Los golpes venían del otro lado.
Alejandro sintió que el corazón estaba a punto de explotar.
—¡¿Quién está ahí?!
Una voz débil respondió.
Una voz que reconocería entre millones.
—Papá…
El mundo se detuvo.
La linterna cayó al suelo.
Las lágrimas aparecieron inmediatamente.
—Tomás.
La voz volvió a escucharse.
Más débil.
Más cansada.
—Papá… aquí…
Alejandro comenzó a golpear desesperadamente la puerta.
—¡Tomás!
¡Estoy aquí!
Las manos le sangraban mientras intentaba abrirla.
Finalmente logró encontrar un mecanismo oxidado.
Giró la palanca.
Una vez.
Dos veces.
Y la puerta se abrió.
Lo que vio al otro lado le rompió el corazón.
Tomás estaba allí.
Asustado.
Débil.
Pero vivo.
El niño corrió hacia él.
Y ambos se abrazaron entre lágrimas.
Durante varios minutos ninguno pudo hablar.
Ninguno pudo soltarse.
Porque después de cuatro días de pesadilla, el milagro parecía imposible.
Pero había ocurrido.
Finalmente Alejandro logró preguntar:
—¿Quién hizo esto?
Tomás comenzó a llorar.
Y señaló hacia arriba.
Hacia la casa.
—Ella.
El corazón de Alejandro se congeló.
Porque solo había una mujer viviendo allí.
Su nueva esposa.
Claudia.
La madrastra de Tomás.
La misma persona que había llorado frente a las cámaras.
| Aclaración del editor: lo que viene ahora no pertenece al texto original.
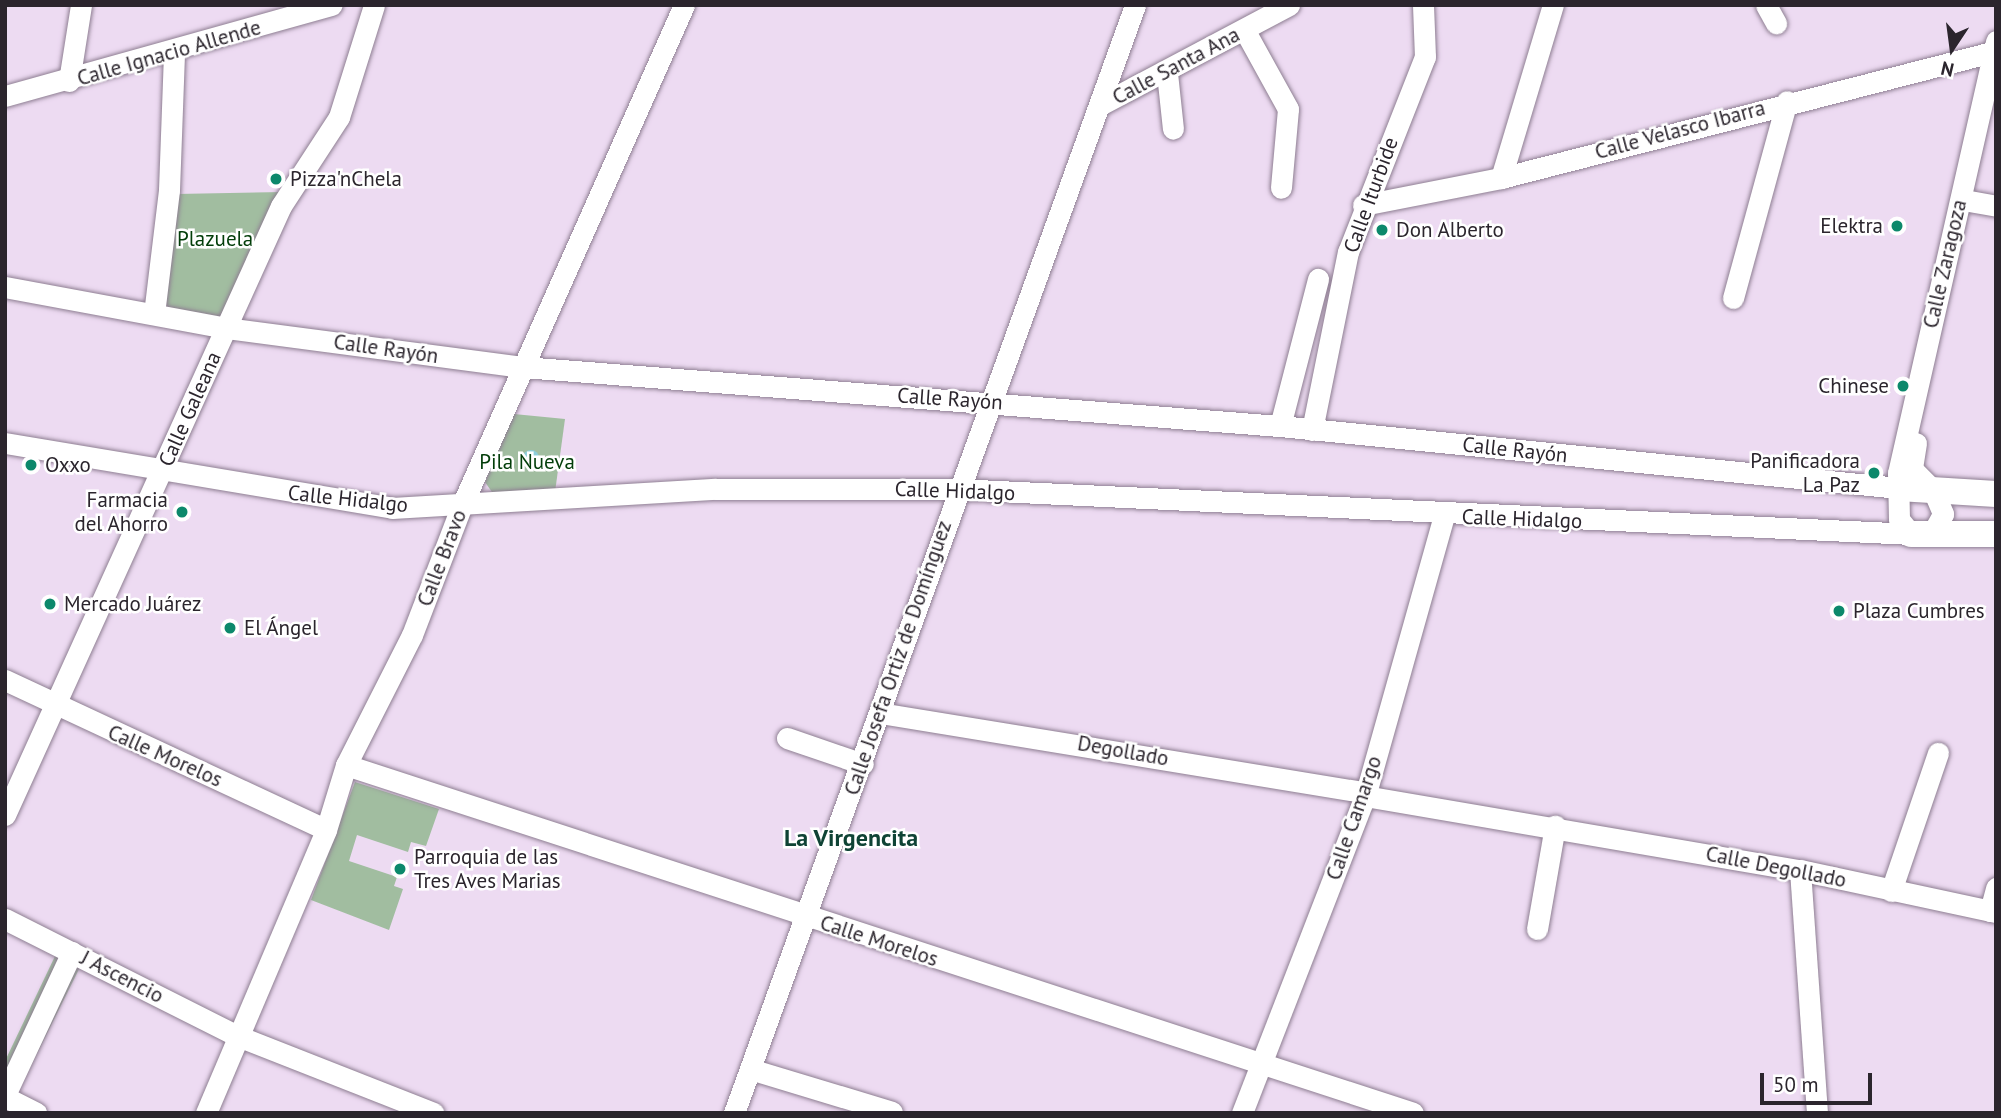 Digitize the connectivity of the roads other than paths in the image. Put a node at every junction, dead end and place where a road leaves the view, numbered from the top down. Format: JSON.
{"nodes":[{"id":1,"x":81,"y":5,"type":"edge"},
{"id":2,"x":332,"y":5,"type":"edge"},
{"id":3,"x":374,"y":5,"type":"edge"},
{"id":4,"x":684,"y":5,"type":"edge"},
{"id":5,"x":1135,"y":5,"type":"edge"},
{"id":6,"x":1423,"y":5,"type":"edge"},
{"id":7,"x":1553,"y":5,"type":"edge"},
{"id":8,"x":1287,"y":6,"type":"edge"},
{"id":9,"x":1245,"y":30,"type":"junction"},
{"id":10,"x":1994,"y":48,"type":"edge"},
{"id":11,"x":174,"y":53,"type":"junction"},
{"id":12,"x":1167,"y":73,"type":"junction"},
{"id":13,"x":69,"y":81,"type":"junction"},
{"id":14,"x":1996,"y":89,"type":"edge"},
{"id":15,"x":5,"y":96,"type":"edge"},
{"id":16,"x":1787,"y":101,"type":"junction"},
{"id":17,"x":1100,"y":105,"type":"junction"},
{"id":18,"x":1173,"y":129,"type":"dead end"},
{"id":19,"x":1502,"y":178,"type":"junction"},
{"id":20,"x":1281,"y":188,"type":"dead end"},
{"id":21,"x":1969,"y":201,"type":"junction"},
{"id":22,"x":1363,"y":205,"type":"junction"},
{"id":23,"x":1996,"y":206,"type":"edge"},
{"id":24,"x":1318,"y":279,"type":"dead end"},
{"id":25,"x":5,"y":287,"type":"edge"},
{"id":26,"x":1733,"y":298,"type":"dead end"},
{"id":27,"x":154,"y":314,"type":"junction"},
{"id":28,"x":226,"y":328,"type":"junction"},
{"id":29,"x":523,"y":368,"type":"junction"},
{"id":30,"x":987,"y":401,"type":"junction"},
{"id":31,"x":1280,"y":426,"type":"junction"},
{"id":32,"x":1312,"y":430,"type":"junction"},
{"id":33,"x":5,"y":443,"type":"edge"},
{"id":34,"x":162,"y":475,"type":"junction"},
{"id":35,"x":1899,"y":488,"type":"junction"},
{"id":36,"x":955,"y":489,"type":"junction"},
{"id":37,"x":1933,"y":491,"type":"junction"},
{"id":38,"x":1990,"y":494,"type":"edge"},
{"id":39,"x":463,"y":505,"type":"junction"},
{"id":40,"x":1444,"y":516,"type":"junction"},
{"id":41,"x":1921,"y":534,"type":"junction"},
{"id":42,"x":1989,"y":534,"type":"edge"},
{"id":43,"x":5,"y":680,"type":"edge"},
{"id":44,"x":57,"y":707,"type":"junction"},
{"id":45,"x":880,"y":713,"type":"junction"},
{"id":46,"x":786,"y":738,"type":"dead end"},
{"id":47,"x":1938,"y":753,"type":"dead end"},
{"id":48,"x":863,"y":764,"type":"junction"},
{"id":49,"x":346,"y":765,"type":"junction"},
{"id":50,"x":1366,"y":794,"type":"junction"},
{"id":51,"x":5,"y":814,"type":"edge"},
{"id":52,"x":1555,"y":826,"type":"junction"},
{"id":53,"x":326,"y":830,"type":"junction"},
{"id":54,"x":1800,"y":870,"type":"junction"},
{"id":55,"x":1996,"y":888,"type":"edge"},
{"id":56,"x":1891,"y":891,"type":"junction"},
{"id":57,"x":1993,"y":912,"type":"edge"},
{"id":58,"x":810,"y":918,"type":"junction"},
{"id":59,"x":5,"y":919,"type":"edge"},
{"id":60,"x":1537,"y":929,"type":"dead end"},
{"id":61,"x":72,"y":952,"type":"junction"},
{"id":62,"x":238,"y":1036,"type":"junction"},
{"id":63,"x":1262,"y":1068,"type":"junction"},
{"id":64,"x":750,"y":1069,"type":"junction"},
{"id":65,"x":5,"y":1096,"type":"edge"},
{"id":66,"x":892,"y":1112,"type":"edge"},
{"id":67,"x":36,"y":1113,"type":"edge"},
{"id":68,"x":206,"y":1113,"type":"edge"},
{"id":69,"x":433,"y":1113,"type":"edge"},
{"id":70,"x":734,"y":1113,"type":"edge"},
{"id":71,"x":1242,"y":1113,"type":"edge"},
{"id":72,"x":1413,"y":1113,"type":"edge"},
{"id":73,"x":1817,"y":1113,"type":"edge"}],
"edges":[{"from":1,"to":13,"type":"street"},
{"from":2,"to":11,"type":"street","name":"Calle Ignacio Allende"},
{"from":3,"to":28,"type":"street","name":"Calle Galeana"},
{"from":4,"to":29,"type":"street","name":"Calle Bravo"},
{"from":5,"to":17,"type":"street","name":"Calle Josefa Ortiz de Domínguez"},
{"from":6,"to":22,"type":"street","name":"Calle Iturbide"},
{"from":7,"to":19,"type":"street"},
{"from":8,"to":9,"type":"street","name":"Calle Santa Ana"},
{"from":9,"to":12,"type":"street","name":"Calle Santa Ana"},
{"from":9,"to":20,"type":"street"},
{"from":10,"to":16,"type":"street","name":"Calle Velasco Ibarra"},
{"from":10,"to":35,"type":"street","name":"Calle Zaragoza"},
{"from":11,"to":13,"type":"street","name":"Calle Ignacio Allende"},
{"from":11,"to":27,"type":"street"},
{"from":12,"to":17,"type":"street","name":"Calle Santa Ana"},
{"from":12,"to":18,"type":"street"},
{"from":13,"to":15,"type":"street","name":"Calle Ignacio Allende"},
{"from":14,"to":21,"type":"street","name":"Calle Zaragoza"},
{"from":16,"to":19,"type":"street","name":"Calle Velasco Ibarra"},
{"from":16,"to":26,"type":"street"},
{"from":17,"to":30,"type":"street","name":"Calle Josefa Ortiz de Domínguez"},
{"from":19,"to":22,"type":"street","name":"Calle Velasco Ibarra"},
{"from":21,"to":23,"type":"street"},
{"from":21,"to":37,"type":"street","name":"Calle Zaragoza"},
{"from":22,"to":32,"type":"street","name":"Calle Iturbide"},
{"from":24,"to":31,"type":"street"},
{"from":25,"to":27,"type":"street","name":"Calle Rayón"},
{"from":27,"to":28,"type":"street","name":"Calle Rayón"},
{"from":28,"to":29,"type":"street","name":"Calle Rayón"},
{"from":28,"to":34,"type":"street","name":"Calle Galeana"},
{"from":29,"to":30,"type":"street","name":"Calle Rayón"},
{"from":29,"to":39,"type":"street","name":"Calle Bravo"},
{"from":30,"to":31,"type":"street","name":"Calle Rayón"},
{"from":30,"to":36,"type":"street","name":"Calle Josefa Ortiz de Domínguez"},
{"from":31,"to":32,"type":"street","name":"Calle Rayón"},
{"from":32,"to":35,"type":"street","name":"Calle Rayón"},
{"from":33,"to":34,"type":"street","name":"Calle Hidalgo"},
{"from":34,"to":39,"type":"street","name":"Calle Hidalgo"},
{"from":34,"to":44,"type":"street","name":"Calle Galeana"},
{"from":35,"to":37,"type":"main road"},
{"from":35,"to":41,"type":"street","name":"Calle Zaragoza"},
{"from":36,"to":39,"type":"street","name":"Calle Hidalgo"},
{"from":36,"to":40,"type":"street","name":"Calle Hidalgo"},
{"from":36,"to":45,"type":"street","name":"Calle Josefa Ortiz de Domínguez"},
{"from":37,"to":38,"type":"main road"},
{"from":37,"to":41,"type":"street"},
{"from":38,"to":42,"type":"main road"},
{"from":39,"to":49,"type":"street","name":"Calle Bravo"},
{"from":40,"to":41,"type":"street","name":"Calle Hidalgo"},
{"from":40,"to":50,"type":"street","name":"Calle Camargo"},
{"from":41,"to":42,"type":"main road"},
{"from":43,"to":44,"type":"street","name":"Calle Morelos"},
{"from":44,"to":51,"type":"street","name":"Calle Galeana"},
{"from":44,"to":53,"type":"street","name":"Calle Morelos"},
{"from":45,"to":48,"type":"street","name":"Calle Josefa Ortiz de Domínguez"},
{"from":45,"to":50,"type":"street","name":"Degollado"},
{"from":46,"to":48,"type":"street"},
{"from":47,"to":56,"type":"street"},
{"from":48,"to":58,"type":"street","name":"Calle Josefa Ortiz de Domínguez"},
{"from":49,"to":53,"type":"street","name":"Calle Bravo"},
{"from":49,"to":58,"type":"street","name":"Calle Morelos"},
{"from":50,"to":52,"type":"street","name":"Degollado"},
{"from":50,"to":63,"type":"street","name":"Calle Camargo"},
{"from":52,"to":54,"type":"street","name":"Calle Degollado"},
{"from":52,"to":60,"type":"street"},
{"from":53,"to":62,"type":"street","name":"Calle Bravo"},
{"from":54,"to":56,"type":"street","name":"Calle Degollado"},
{"from":54,"to":73,"type":"street"},
{"from":55,"to":57,"type":"street"},
{"from":56,"to":57,"type":"street","name":"Calle Degollado"},
{"from":58,"to":63,"type":"street","name":"Calle Morelos"},
{"from":58,"to":64,"type":"street","name":"Calle Josefa Ortiz de Domínguez"},
{"from":59,"to":61,"type":"street","name":"J Ascencio"},
{"from":61,"to":62,"type":"street","name":"J Ascencio"},
{"from":61,"to":65,"type":"street"},
{"from":62,"to":68,"type":"street","name":"Calle Bravo"},
{"from":62,"to":69,"type":"street","name":"J Ascencio"},
{"from":63,"to":71,"type":"street","name":"Calle Camargo"},
{"from":63,"to":72,"type":"street","name":"Calle Morelos"},
{"from":64,"to":66,"type":"street"},
{"from":64,"to":70,"type":"street","name":"Calle Josefa Ortiz de Domínguez"},
{"from":65,"to":67,"type":"street"}]} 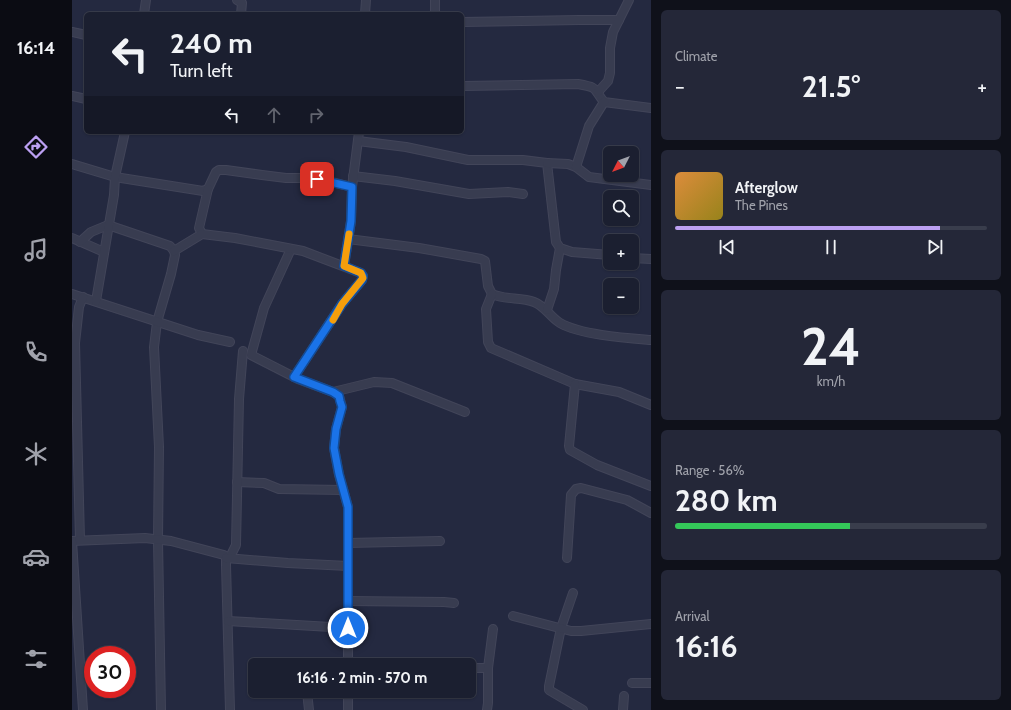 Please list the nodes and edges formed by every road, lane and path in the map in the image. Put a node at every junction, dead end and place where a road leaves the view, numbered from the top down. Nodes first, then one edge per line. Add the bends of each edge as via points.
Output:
1 (146, 0) edge
2 (237, 0) edge
3 (366, 0) edge
4 (435, 0) edge
5 (629, 0) edge
6 (144, 12) edge
7 (241, 12) edge
8 (365, 12) edge
9 (435, 12) edge
10 (619, 20) junction
11 (464, 22) edge
12 (72, 32) edge
13 (84, 35) edge
14 (464, 86) edge
15 (598, 92) junction
16 (72, 96) edge
17 (84, 99) edge
18 (604, 102) junction
19 (651, 108) edge
20 (125, 134) edge
21 (359, 134) edge
22 (358, 142) junction
23 (547, 163) junction
24 (72, 164) edge
25 (576, 167) junction
26 (354, 176) junction
27 (115, 177) junction
28 (651, 185) edge
29 (352, 187) junction
30 (208, 189) junction
31 (523, 194) dead end
32 (108, 225) junction
33 (202, 234) junction
34 (348, 239) junction
35 (76, 240) edge
36 (560, 248) junction
37 (292, 249) junction
38 (174, 251) junction
39 (104, 252) junction
40 (603, 254) edge
41 (639, 258) edge
42 (651, 259) edge
43 (344, 266) junction
44 (72, 294) edge
45 (492, 294) junction
46 (83, 297) junction
47 (96, 301) junction
48 (547, 310) junction
49 (157, 322) junction
50 (651, 340) edge
51 (230, 342) dead end
52 (243, 352) dead end
53 (294, 377) junction
54 (575, 384) junction
55 (333, 392) junction
56 (651, 405) edge
57 (465, 412) dead end
58 (237, 482) junction
59 (651, 486) edge
60 (343, 490) junction
61 (651, 512) edge
62 (158, 540) junction
63 (75, 541) edge
64 (440, 541) dead end
65 (348, 543) junction
66 (226, 558) junction
67 (567, 558) dead end
68 (348, 566) junction
69 (572, 593) dead end
70 (348, 601) junction
71 (454, 603) dead end
72 (513, 616) dead end
73 (228, 621) junction
74 (651, 624) edge
75 (348, 628) junction
76 (561, 628) junction
77 (493, 629) dead end
78 (348, 658) edge
79 (476, 668) edge
80 (488, 668) junction
81 (632, 683) dead end
82 (651, 684) edge
83 (624, 696) dead end
84 (308, 698) edge
85 (348, 698) edge
86 (83, 710) edge
87 (161, 710) edge
88 (230, 710) edge
89 (309, 710) edge
90 (348, 710) edge
91 (487, 710) edge
92 (583, 710) edge
93 (623, 710) edge

1 - 6 street
2 - 7 street via 242,3
3 - 8 street
4 - 9 street
5 - 10 street
10 - 11 street
10 - 15 street via 613,32 610,48 608,81
12 - 13 street
14 - 15 street via 578,84 593,87
15 - 18 street
16 - 17 street
18 - 19 street
18 - 25 street via 589,126
20 - 27 street
21 - 22 street
22 - 23 street via 406,147 468,160 523,160
22 - 26 street
23 - 25 street
23 - 36 street via 556,242
24 - 27 street
25 - 28 street via 589,178
26 - 29 street
26 - 31 street via 469,194
27 - 30 street via 203,191
27 - 32 street
29 - 30 street via 317,179 219,170
29 - 34 street
30 - 33 street via 199,228
32 - 35 street
32 - 38 street via 170,246
32 - 39 street
33 - 37 street
33 - 38 street
34 - 43 street
34 - 45 street via 481,259 485,261 488,286
35 - 39 street
36 - 40 street via 572,252
36 - 48 street via 554,290
37 - 43 street
37 - 53 street via 264,308 252,355
38 - 49 street via 171,274
39 - 47 street
41 - 42 street
43 - 53 street via 361,273 363,278 342,304
44 - 46 street
45 - 48 street via 500,298 533,301
45 - 54 street via 486,309 488,342 491,348
46 - 47 street
46 - 63 street via 79,307 75,343
47 - 49 street
48 - 50 street via 561,323 575,328
49 - 51 street
49 - 62 street via 154,348
52 - 58 street
53 - 55 street
54 - 56 street via 618,392
54 - 59 street via 568,446 570,450 597,465
55 - 57 street via 374,382 392,383
55 - 60 street via 339,396 342,407 334,448
58 - 60 street via 264,483 279,489
58 - 66 street via 236,545 231,555
60 - 65 street via 348,507
61 - 67 street via 627,500 581,488 576,489 571,495
62 - 63 street via 145,538
62 - 66 street via 214,552
62 - 87 street
63 - 86 street
64 - 65 street
65 - 68 street
66 - 68 street
66 - 73 street
68 - 70 street
69 - 76 street
70 - 71 street
70 - 75 street
72 - 76 street
73 - 75 street
73 - 88 street
74 - 76 street via 581,631
75 - 78 street
76 - 92 street via 549,690
77 - 80 street
79 - 80 street
80 - 91 street
81 - 82 street
83 - 93 street
84 - 89 street
85 - 90 street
La misma persona que acompañó las búsquedas.
La misma persona que fingía estar destrozada.
El niño continuó.
—Me dijo que si desaparecía… todo sería más fácil.
Alejandro sintió que el mundo se derrumbaba.
Porque de repente muchas cosas comenzaron a tener sentido.
Las discusiones recientes.
La insistencia de Claudia para vender la mansión.
Los comentarios sobre la herencia.
Las tensiones cada vez mayores.
Y entonces comprendió algo aterrador.
La verdad nunca estuvo en el bosque.
Nunca estuvo en el río.
Nunca estuvo en la tormenta.
La verdad había estado escondida debajo de su propia casa.
A pocos metros de donde dormía cada noche.
A pocos metros de donde todos buscaban respuestas.
Minutos después llegaron la policía y los servicios de emergencia.
La investigación apenas comenzaba.
Pero una cosa ya era segura.
La persona que todos creían víctima de la tragedia era en realidad quien escondía el secreto más oscuro.
Y mientras la tormenta continuaba rugiendo en el exterior, Alejandro abrazó a su hijo con fuerza.
Porque había estado a punto de perderlo para siempre.
Y porque los golpes que escuchó aquella noche cambiaron el destino de toda su familia.
Unos golpes débiles.
Desesperados.
Pero suficientes para revelar una verdad que había permanecido enterrada justo bajo sus pies.